***** Input data *****

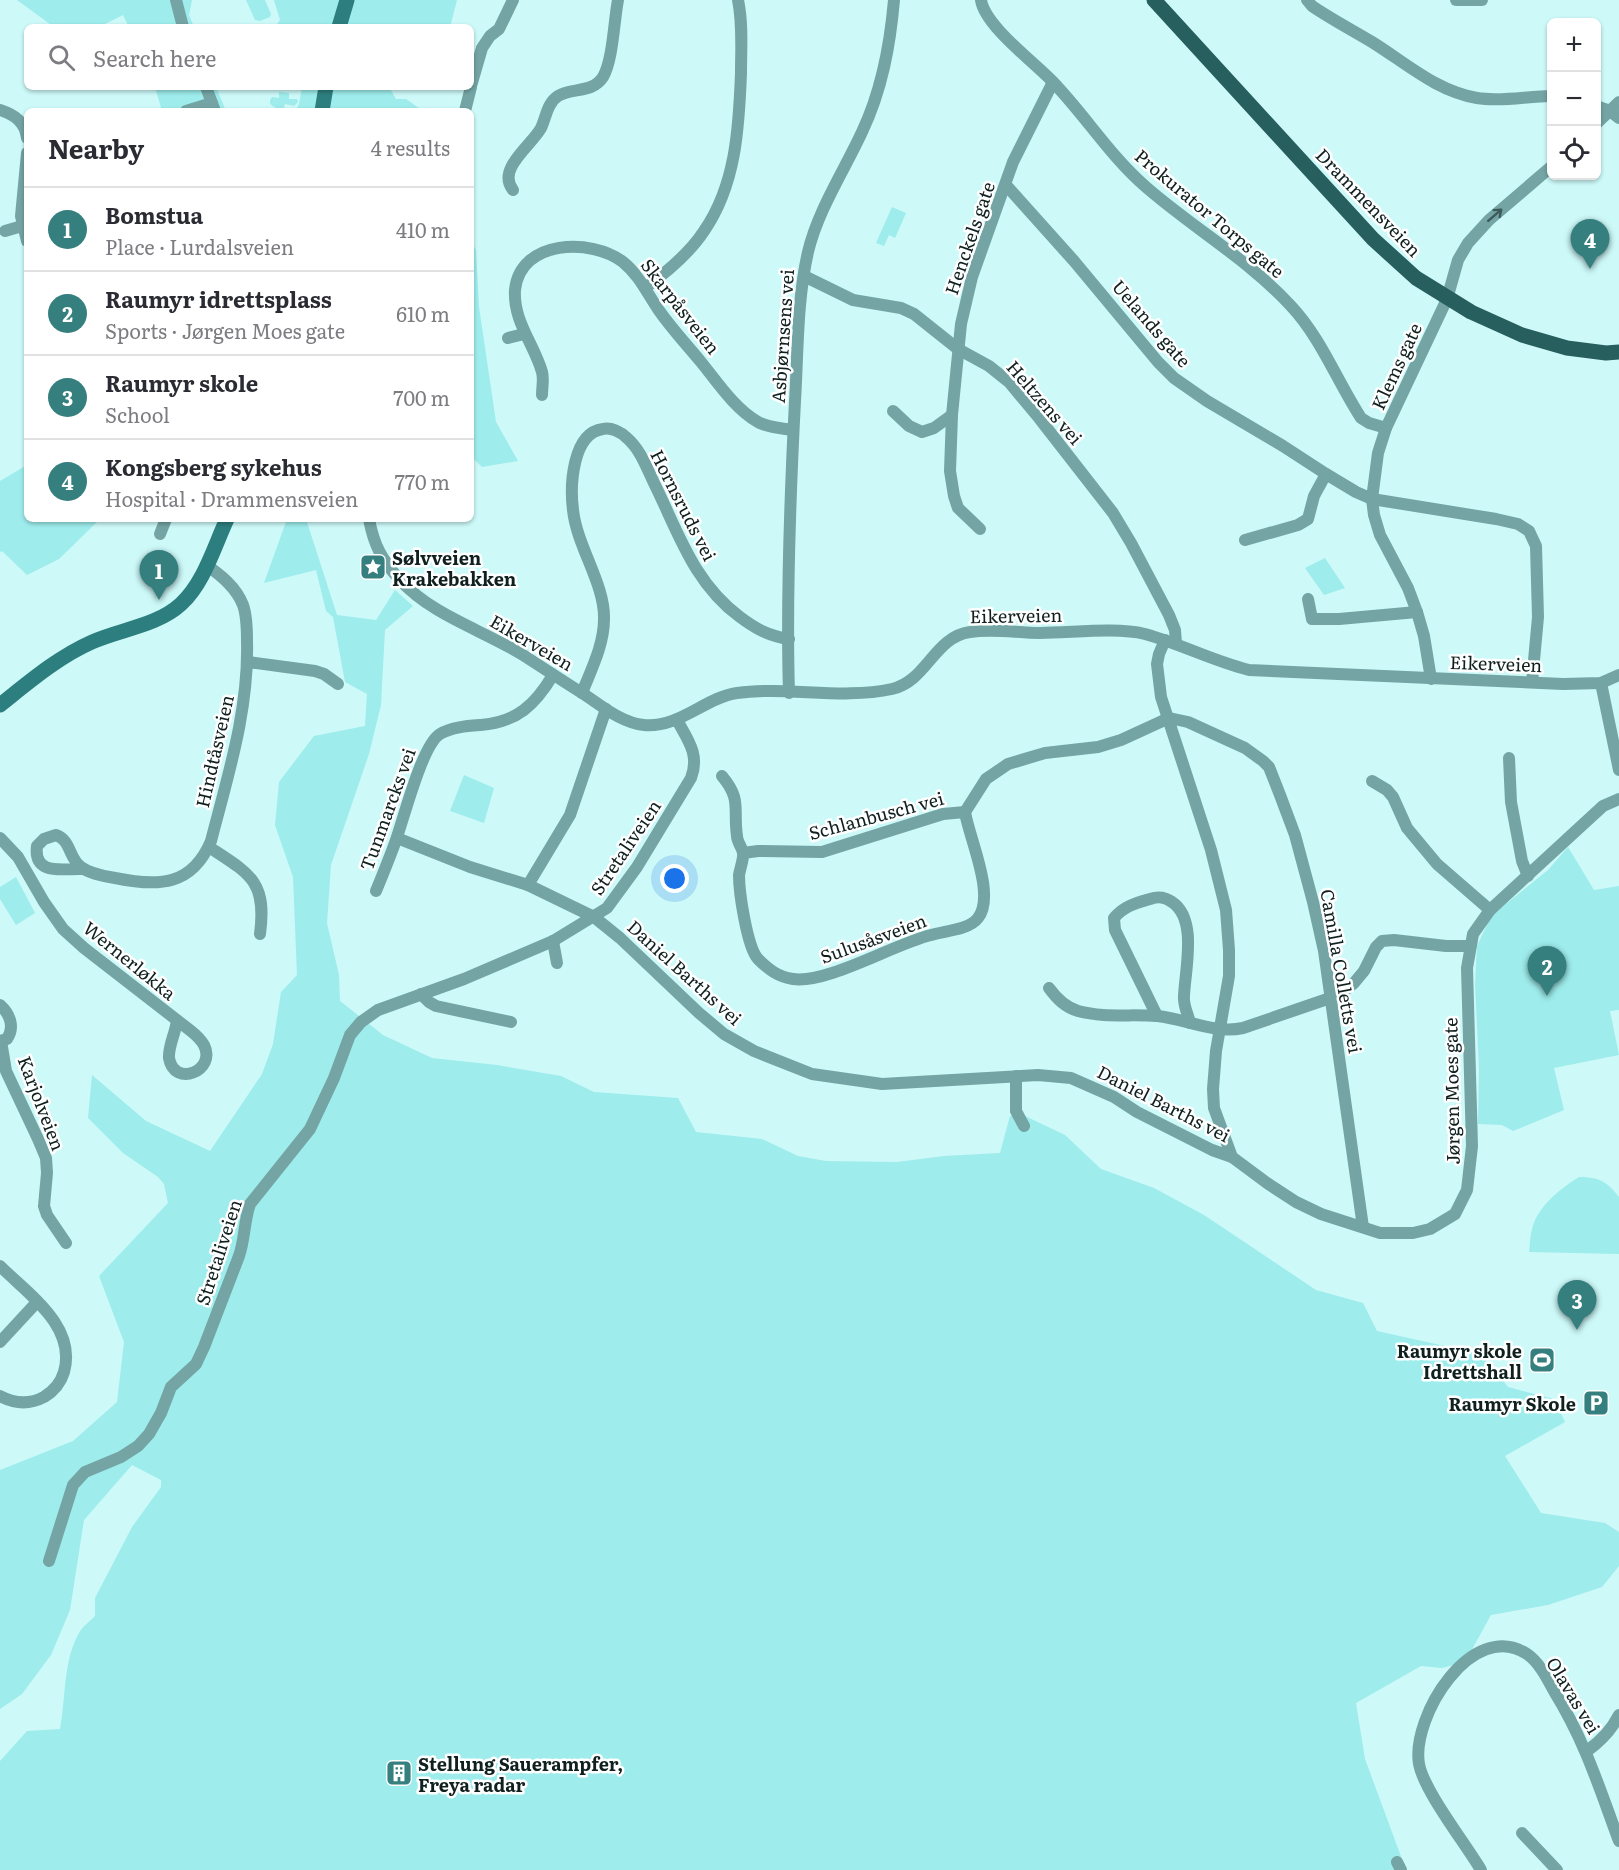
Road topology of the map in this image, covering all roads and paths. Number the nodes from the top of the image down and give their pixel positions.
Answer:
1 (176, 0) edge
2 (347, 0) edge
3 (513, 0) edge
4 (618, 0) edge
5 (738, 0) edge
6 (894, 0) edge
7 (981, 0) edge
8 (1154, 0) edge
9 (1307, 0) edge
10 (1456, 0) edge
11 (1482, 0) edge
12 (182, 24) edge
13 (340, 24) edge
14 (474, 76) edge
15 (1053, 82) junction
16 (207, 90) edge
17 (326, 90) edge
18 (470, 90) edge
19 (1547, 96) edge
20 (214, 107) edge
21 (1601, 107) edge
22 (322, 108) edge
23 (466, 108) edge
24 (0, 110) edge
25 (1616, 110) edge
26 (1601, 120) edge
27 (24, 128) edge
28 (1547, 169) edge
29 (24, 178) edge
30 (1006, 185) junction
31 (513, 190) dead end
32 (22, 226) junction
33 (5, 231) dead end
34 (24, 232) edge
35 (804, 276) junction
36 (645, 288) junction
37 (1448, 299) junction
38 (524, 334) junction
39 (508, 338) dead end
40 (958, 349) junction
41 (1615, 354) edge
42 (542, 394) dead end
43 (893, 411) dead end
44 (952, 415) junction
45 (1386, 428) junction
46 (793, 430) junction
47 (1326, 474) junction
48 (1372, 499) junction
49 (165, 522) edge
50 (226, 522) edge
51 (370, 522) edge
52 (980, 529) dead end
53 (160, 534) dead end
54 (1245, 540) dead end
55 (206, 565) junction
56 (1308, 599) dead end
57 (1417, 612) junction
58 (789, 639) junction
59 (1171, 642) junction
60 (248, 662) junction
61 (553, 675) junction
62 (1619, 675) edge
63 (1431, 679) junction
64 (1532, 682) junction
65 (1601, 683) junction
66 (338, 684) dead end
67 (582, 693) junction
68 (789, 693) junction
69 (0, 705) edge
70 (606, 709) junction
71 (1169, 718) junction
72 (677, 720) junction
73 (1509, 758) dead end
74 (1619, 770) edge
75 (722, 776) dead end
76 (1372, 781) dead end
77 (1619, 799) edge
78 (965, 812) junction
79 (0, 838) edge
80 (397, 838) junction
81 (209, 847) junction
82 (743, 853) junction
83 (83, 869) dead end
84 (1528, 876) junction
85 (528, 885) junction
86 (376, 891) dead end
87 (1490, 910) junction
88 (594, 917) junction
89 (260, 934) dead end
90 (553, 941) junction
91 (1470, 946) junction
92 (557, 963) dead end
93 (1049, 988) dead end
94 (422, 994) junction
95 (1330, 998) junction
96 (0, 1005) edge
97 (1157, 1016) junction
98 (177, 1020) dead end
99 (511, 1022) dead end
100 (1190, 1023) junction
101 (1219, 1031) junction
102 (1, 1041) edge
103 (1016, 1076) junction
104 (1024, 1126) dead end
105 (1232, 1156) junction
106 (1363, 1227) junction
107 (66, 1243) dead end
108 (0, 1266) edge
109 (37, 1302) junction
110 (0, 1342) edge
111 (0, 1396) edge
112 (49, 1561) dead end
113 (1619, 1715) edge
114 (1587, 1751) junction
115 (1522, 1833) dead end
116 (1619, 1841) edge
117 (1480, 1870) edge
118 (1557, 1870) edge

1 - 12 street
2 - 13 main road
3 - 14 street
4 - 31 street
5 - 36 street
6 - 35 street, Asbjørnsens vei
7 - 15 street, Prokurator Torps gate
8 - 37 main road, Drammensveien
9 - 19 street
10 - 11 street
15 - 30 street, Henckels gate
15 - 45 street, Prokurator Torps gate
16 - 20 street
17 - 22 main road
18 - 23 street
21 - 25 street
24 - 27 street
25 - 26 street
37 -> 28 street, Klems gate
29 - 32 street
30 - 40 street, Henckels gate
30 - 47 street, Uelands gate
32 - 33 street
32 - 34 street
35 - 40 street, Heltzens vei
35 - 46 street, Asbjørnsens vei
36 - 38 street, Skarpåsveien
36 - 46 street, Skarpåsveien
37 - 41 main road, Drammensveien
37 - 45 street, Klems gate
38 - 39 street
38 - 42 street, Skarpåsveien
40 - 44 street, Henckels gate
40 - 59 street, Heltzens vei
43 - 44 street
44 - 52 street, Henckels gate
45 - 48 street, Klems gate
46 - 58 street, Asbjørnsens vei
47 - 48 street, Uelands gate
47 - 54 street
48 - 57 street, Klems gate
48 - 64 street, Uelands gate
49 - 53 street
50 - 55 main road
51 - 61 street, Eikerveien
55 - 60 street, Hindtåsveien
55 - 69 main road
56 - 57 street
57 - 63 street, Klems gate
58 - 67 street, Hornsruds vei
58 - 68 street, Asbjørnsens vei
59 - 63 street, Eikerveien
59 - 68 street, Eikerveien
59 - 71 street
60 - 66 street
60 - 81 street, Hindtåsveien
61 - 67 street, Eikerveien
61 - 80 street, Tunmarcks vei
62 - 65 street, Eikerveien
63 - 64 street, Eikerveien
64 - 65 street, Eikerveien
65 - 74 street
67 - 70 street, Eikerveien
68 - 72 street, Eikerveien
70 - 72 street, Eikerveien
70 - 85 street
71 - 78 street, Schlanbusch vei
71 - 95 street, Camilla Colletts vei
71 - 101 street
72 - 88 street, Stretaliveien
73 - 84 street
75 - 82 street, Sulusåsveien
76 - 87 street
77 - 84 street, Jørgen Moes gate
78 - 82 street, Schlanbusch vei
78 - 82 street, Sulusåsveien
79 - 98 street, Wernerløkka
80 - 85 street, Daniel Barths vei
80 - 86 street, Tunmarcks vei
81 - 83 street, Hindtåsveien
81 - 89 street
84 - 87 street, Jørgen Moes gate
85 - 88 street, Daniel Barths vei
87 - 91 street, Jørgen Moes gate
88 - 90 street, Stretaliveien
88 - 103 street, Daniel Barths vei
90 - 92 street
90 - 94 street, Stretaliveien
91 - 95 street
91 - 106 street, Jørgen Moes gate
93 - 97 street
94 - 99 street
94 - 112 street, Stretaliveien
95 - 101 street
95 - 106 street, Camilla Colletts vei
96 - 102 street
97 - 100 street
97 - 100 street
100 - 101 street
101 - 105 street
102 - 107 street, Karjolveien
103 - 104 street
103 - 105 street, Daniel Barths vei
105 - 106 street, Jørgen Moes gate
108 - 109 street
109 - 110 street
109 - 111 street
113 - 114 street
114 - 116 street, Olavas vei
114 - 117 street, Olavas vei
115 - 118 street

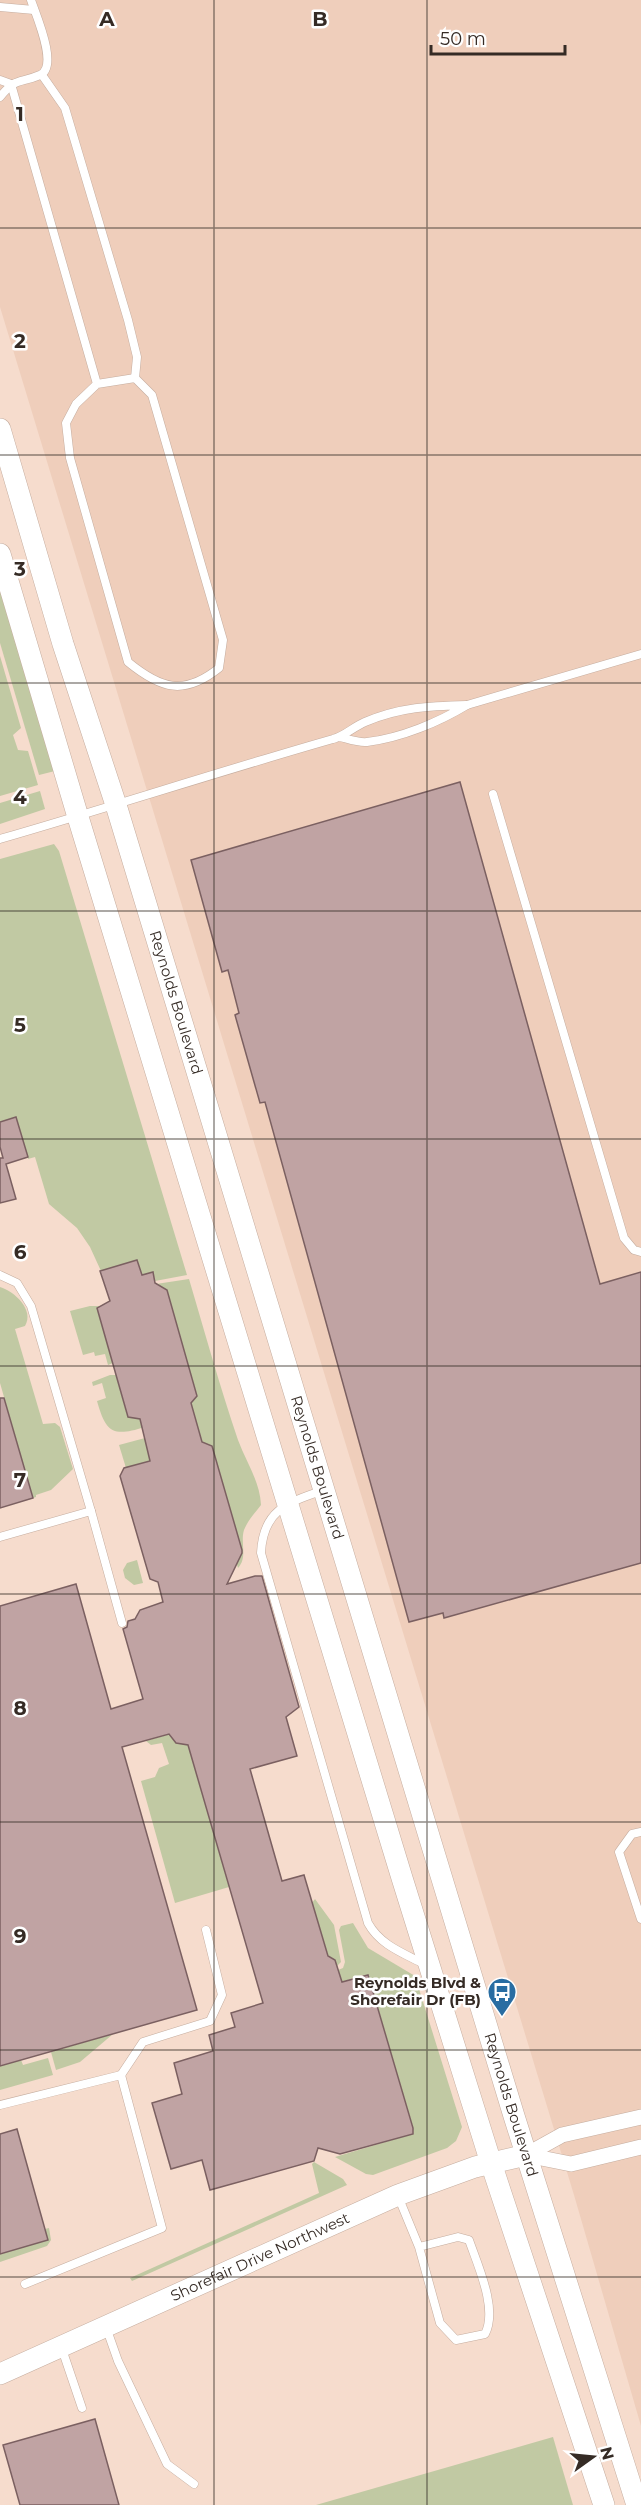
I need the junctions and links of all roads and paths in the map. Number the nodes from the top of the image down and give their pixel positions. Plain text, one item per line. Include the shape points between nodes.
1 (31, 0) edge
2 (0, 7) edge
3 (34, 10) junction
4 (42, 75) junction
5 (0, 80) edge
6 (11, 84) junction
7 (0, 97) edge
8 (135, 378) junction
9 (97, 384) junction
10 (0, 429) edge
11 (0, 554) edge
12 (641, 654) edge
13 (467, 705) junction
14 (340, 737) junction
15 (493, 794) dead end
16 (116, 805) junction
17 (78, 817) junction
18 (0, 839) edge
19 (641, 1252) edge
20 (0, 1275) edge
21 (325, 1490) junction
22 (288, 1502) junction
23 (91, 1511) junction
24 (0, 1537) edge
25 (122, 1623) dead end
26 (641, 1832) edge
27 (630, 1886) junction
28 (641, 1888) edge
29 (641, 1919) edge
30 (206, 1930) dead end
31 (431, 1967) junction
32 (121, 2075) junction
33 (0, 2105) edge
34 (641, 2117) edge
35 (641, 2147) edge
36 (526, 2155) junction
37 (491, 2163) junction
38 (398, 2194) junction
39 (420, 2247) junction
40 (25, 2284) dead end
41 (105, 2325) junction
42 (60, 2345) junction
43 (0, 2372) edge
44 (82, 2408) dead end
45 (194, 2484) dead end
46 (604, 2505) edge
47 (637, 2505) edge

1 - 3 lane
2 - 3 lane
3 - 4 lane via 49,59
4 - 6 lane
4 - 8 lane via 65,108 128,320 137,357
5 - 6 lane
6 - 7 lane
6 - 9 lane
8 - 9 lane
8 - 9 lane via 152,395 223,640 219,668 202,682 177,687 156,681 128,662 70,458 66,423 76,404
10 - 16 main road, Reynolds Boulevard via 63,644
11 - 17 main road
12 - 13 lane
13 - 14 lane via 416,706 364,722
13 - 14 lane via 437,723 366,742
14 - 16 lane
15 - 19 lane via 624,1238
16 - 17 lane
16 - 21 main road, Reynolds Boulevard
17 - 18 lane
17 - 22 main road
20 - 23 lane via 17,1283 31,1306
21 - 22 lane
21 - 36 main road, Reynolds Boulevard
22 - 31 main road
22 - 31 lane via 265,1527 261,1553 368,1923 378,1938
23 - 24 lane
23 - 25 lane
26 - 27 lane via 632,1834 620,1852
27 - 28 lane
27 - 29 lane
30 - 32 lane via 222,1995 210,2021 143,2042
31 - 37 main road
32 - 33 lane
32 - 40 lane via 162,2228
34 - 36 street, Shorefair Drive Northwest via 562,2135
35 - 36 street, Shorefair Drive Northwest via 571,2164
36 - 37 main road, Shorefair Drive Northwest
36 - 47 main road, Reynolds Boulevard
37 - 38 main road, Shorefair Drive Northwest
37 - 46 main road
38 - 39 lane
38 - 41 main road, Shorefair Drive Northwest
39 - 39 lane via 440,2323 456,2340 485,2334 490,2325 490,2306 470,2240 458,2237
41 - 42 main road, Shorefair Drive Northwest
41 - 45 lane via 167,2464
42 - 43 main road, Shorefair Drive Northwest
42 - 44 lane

*****

Exercise description
Lines that include the word "Moes" are to be extracted from the data above.

Output of the exercise
77 - 84 street, Jørgen Moes gate
84 - 87 street, Jørgen Moes gate
87 - 91 street, Jørgen Moes gate
91 - 106 street, Jørgen Moes gate
105 - 106 street, Jørgen Moes gate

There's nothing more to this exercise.